Le Paris des années 1970. Un Paris qui vibre de conversations, rencontres, luttes et convictions. Un Paris prolétaire, émigré, engagé, qui a ses lieux de rencontres dont celui que s'est justement choisi "un petit groupe déluré" : le bar au confort ouaté de Madjid, à Ménilmontant. C'est là que se retrouvent, deux fois par semaine, Amar et son argot des faubourgs, sa compagne Maryse - "une provençale du cru" ; Arezki le philosophe et Kamal, le narrateur, modeste étudiant en droit économique répondant au sobriquet étrange de Nénuphar ("Une allusion à mes hésitations chroniques ?" s'interroge-t-il…). Tous unis par la cause palestinienne et par un homme : Nadir Benhila. Autant dire que lorsque le grand homme vient proposer à notre narrateur une mission à Beyrouth, sous couvert de tourisme mais avec valise à double fond, la valse des hésitations revient, accompagnée de quelques doutes de la part de celui qui "se voit mal dans la peau d'un agent secret engagé dans d'épiques aventures." (p. 32) Mais le charisme de Nadir sait agir, et voici Kamal, pas très rassuré, se précipitant cependant d'un bon pas dans la gueule du loup !

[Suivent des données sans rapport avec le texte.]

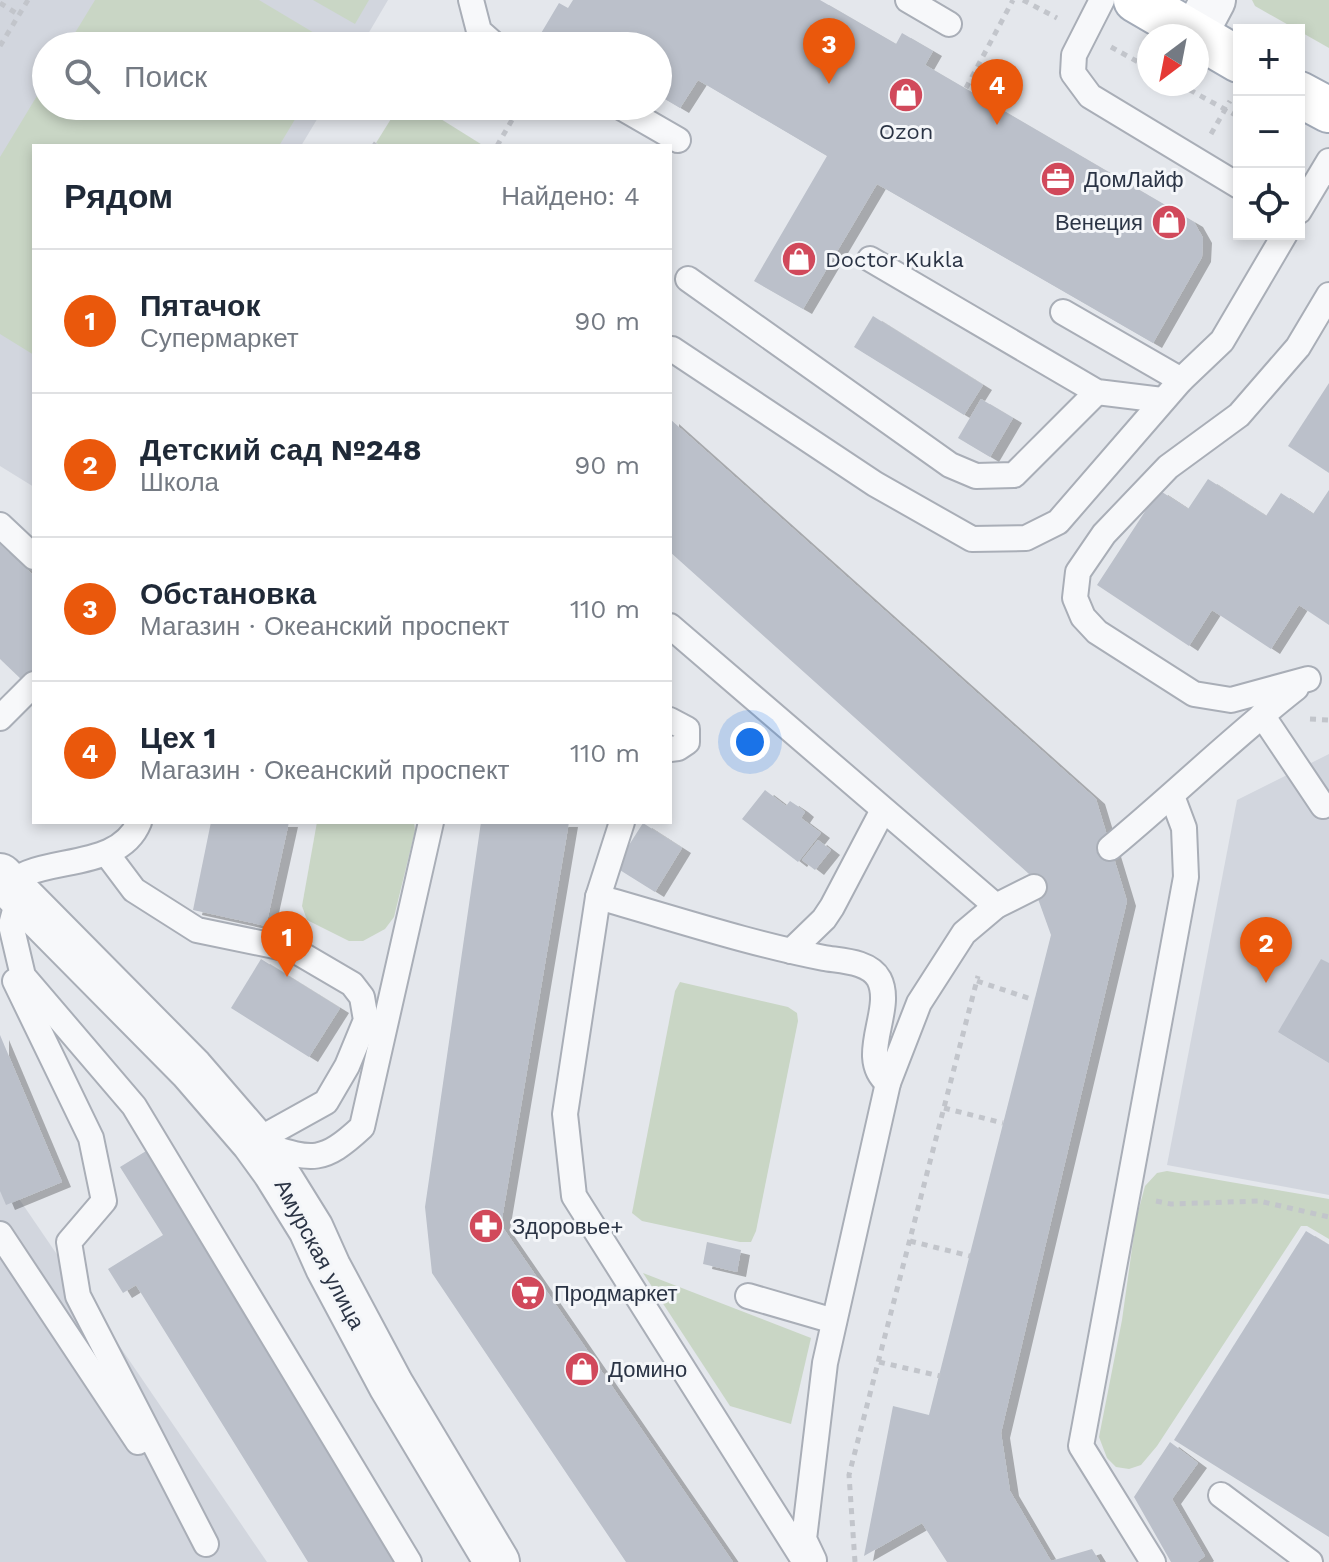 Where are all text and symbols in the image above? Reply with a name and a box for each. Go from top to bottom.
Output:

Car dès la douane, voici l'apprenti démasqué, découvrant à sa grande surprise ce qui se cache dans le ventre du double fond. Emprisonné, puis relâché- les réseaux amis sur le terrain sont puissants - le voilà livré à l'aventure, sorte de Candide en vadrouille sous la chaleur ardente de l'été qui imprime sa torpeur et une certaine étrangeté à toutes les situations… Et voici le lecteur, lancé à sa suite pour son plus grand plaisir, dans un Beyrouth où l'on peut imaginer les scenarii les plus fous. Perdu dans une capitale entre Orient et Occident, dans un arabe différent du sien, le narrateur hésite, joue les touristes, se délecte de kémia, du rire des filles en terrasse, arpente la rue Hamra… et se voit rattrapé par la cause alors qu'il songeait à rentrer tranquillement à la maison (la conscience cependant entachée de quelques scrupules).

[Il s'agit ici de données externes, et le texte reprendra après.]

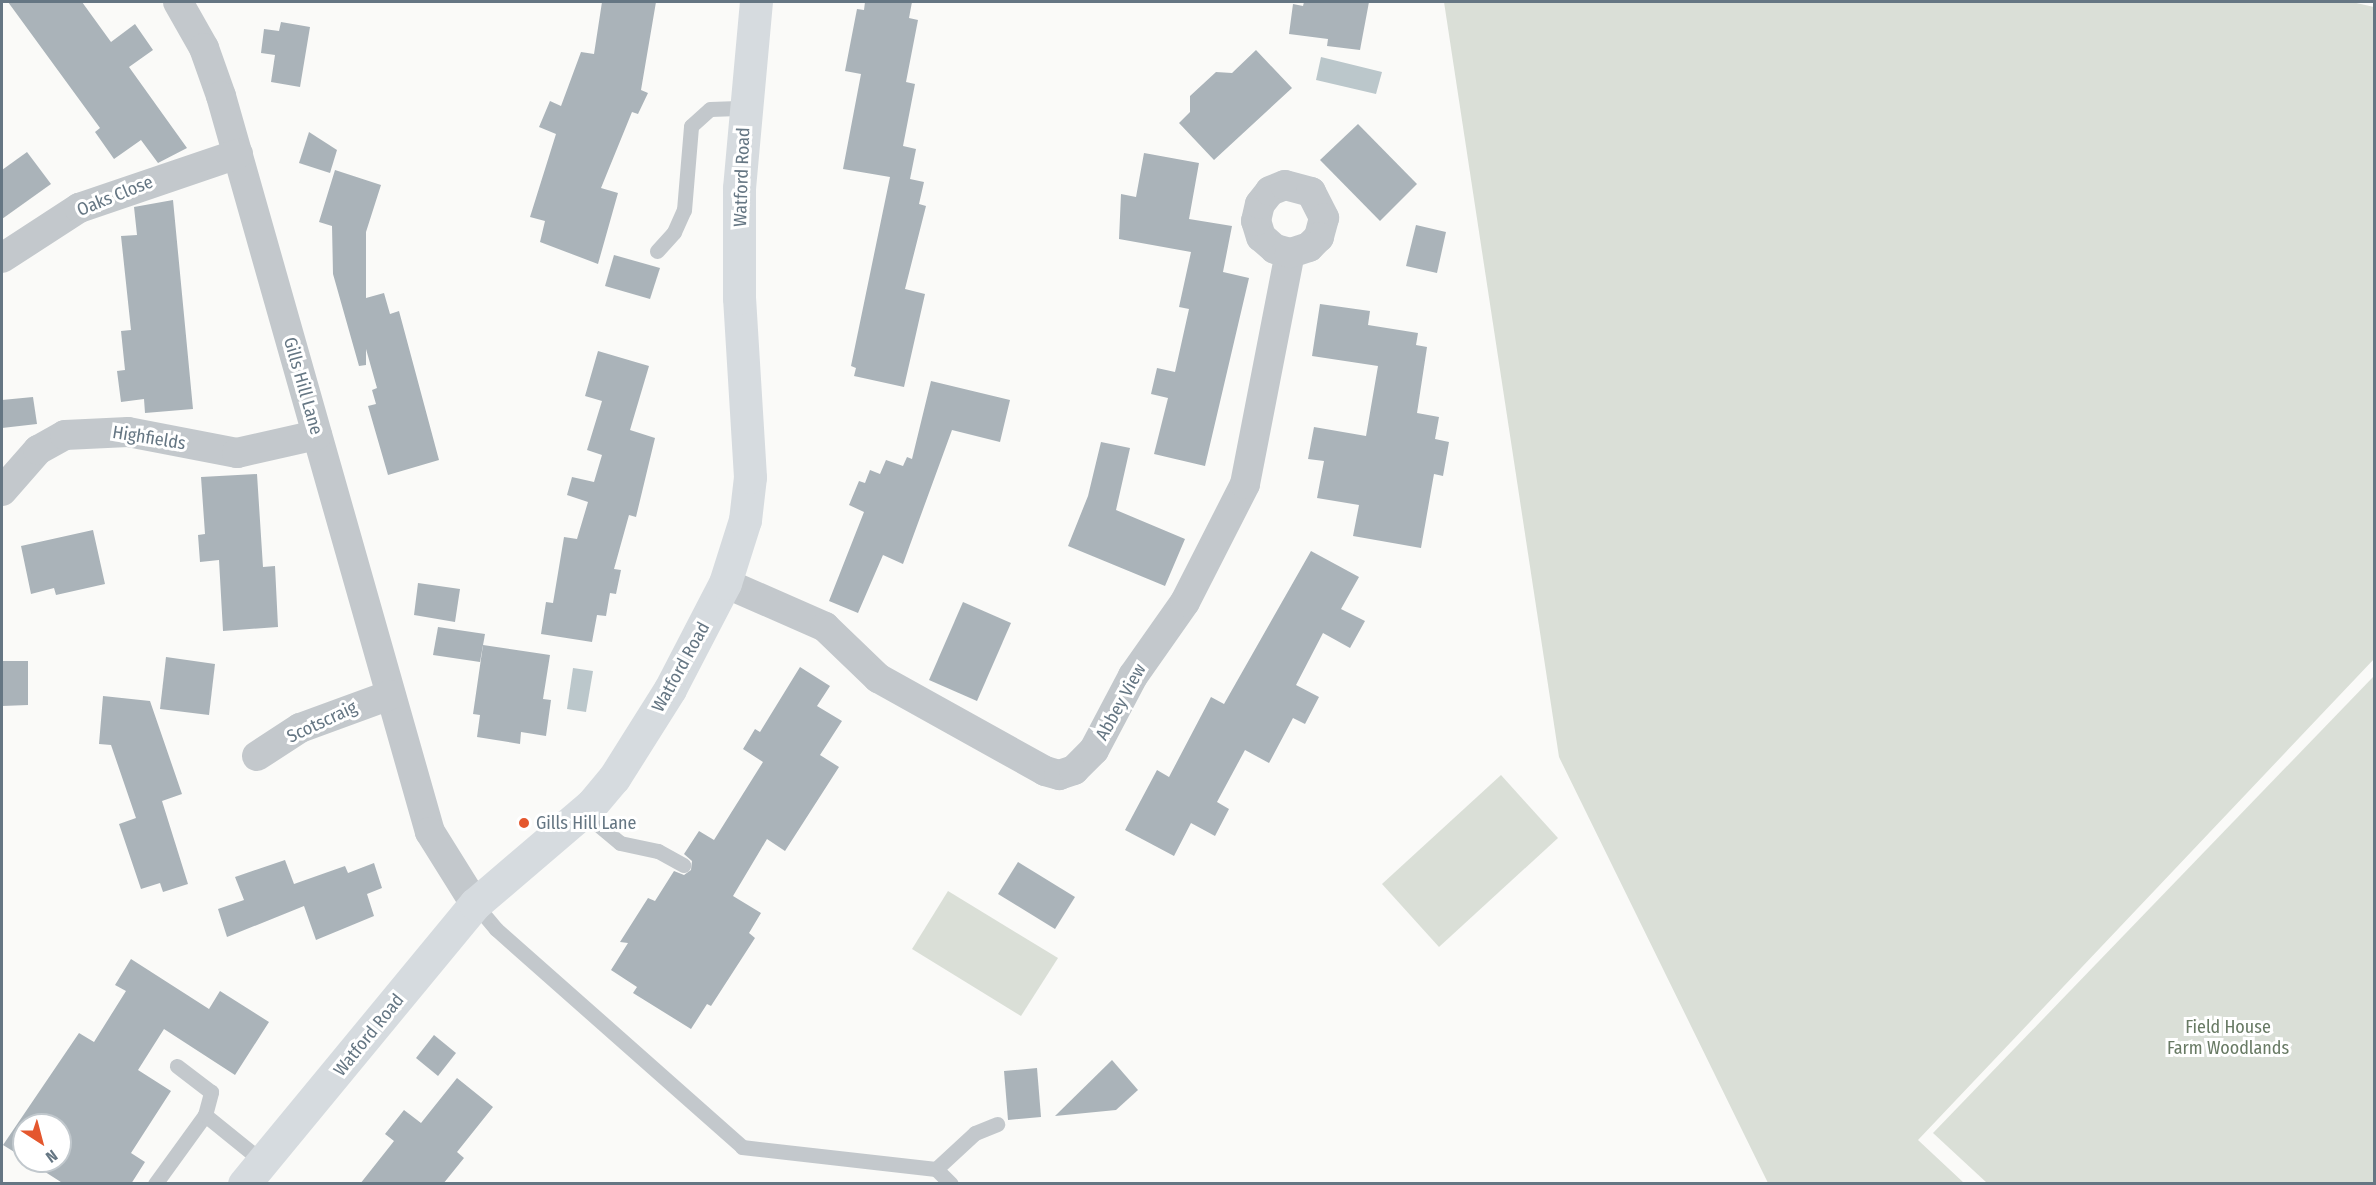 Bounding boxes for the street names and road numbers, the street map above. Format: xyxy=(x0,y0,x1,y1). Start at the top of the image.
street label: Watford Road xyxy=(729,127,755,227)
street label: Oaks Close xyxy=(74,171,156,221)
street label: Gills Hill Lane xyxy=(279,335,327,437)
street label: Highfields xyxy=(111,422,187,454)
street label: Watford Road xyxy=(647,618,715,716)
street label: Abbey View xyxy=(1091,660,1151,744)
street label: Scotscraig xyxy=(284,696,360,748)
street label: Watford Road xyxy=(329,990,409,1080)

Des rebondissements, il y en a dans ce récit de voyage décalé, à l'humour certain et transmis par une sorte d'anti-héros, flottant dans un costume trop grand pour lui, divaguant sans mode d'emploi dans un monde qui lui échappe. Pourtant, derrière ce récit assez désopilant, au ton badin et souriant un autre, peu à peu se fait jour, alors que la réalité politique vient se rappeler au voyage. Car, la cause palestinienne est bien là, si l'on avait presque cru pouvoir l'oublier. Et puis, c'est la tragédie qui pointe, avec son lot d'absurde et d'espoir écrasés, lorsque le happy end du retour à Paris est surpris par le sang. Reviennent alors se mêler le souvenir de Nadir - et derrière le personnage, la figure de Mohamed Boudia - victime de l'attentat qui lui arrache la vie. Les lieux de partage si lumineux de souvenirs et d'amitié prennent les couleurs du deuil, entre la rage de Rachid et les larmes du narrateur. Au cours de multiples interviews, Djilali Bencheikh n'a pas caché la large part autobiographique qui a inspiré ce roman - ce que son bel avertissement souligne d'ailleurs : nulle ressemblance ne saurait être fortuite, et tout le livre est construit en souvenir du dramaturge et militant que fut Mohamed Boudia, figure qui continue à brûler comme un soleil. Peut-être est-ce pour cela qu'un sentiment de profonde nostalgie - à la fois triste et lumineux - se fait sensible au travers des pages, le goût doux-amer des convictions et enthousiasmes brisés en plein vol. Et, dans ce clair-obscur des souvenirs de jeunesse, la force des mots qui concluent l'ouvrage : "Un geste oubli/ Un murmure hésité/Et le soleil dévorant / Tombe au pied de la muraille /De l'incompréhensible et stupide Renoncement au bonheur."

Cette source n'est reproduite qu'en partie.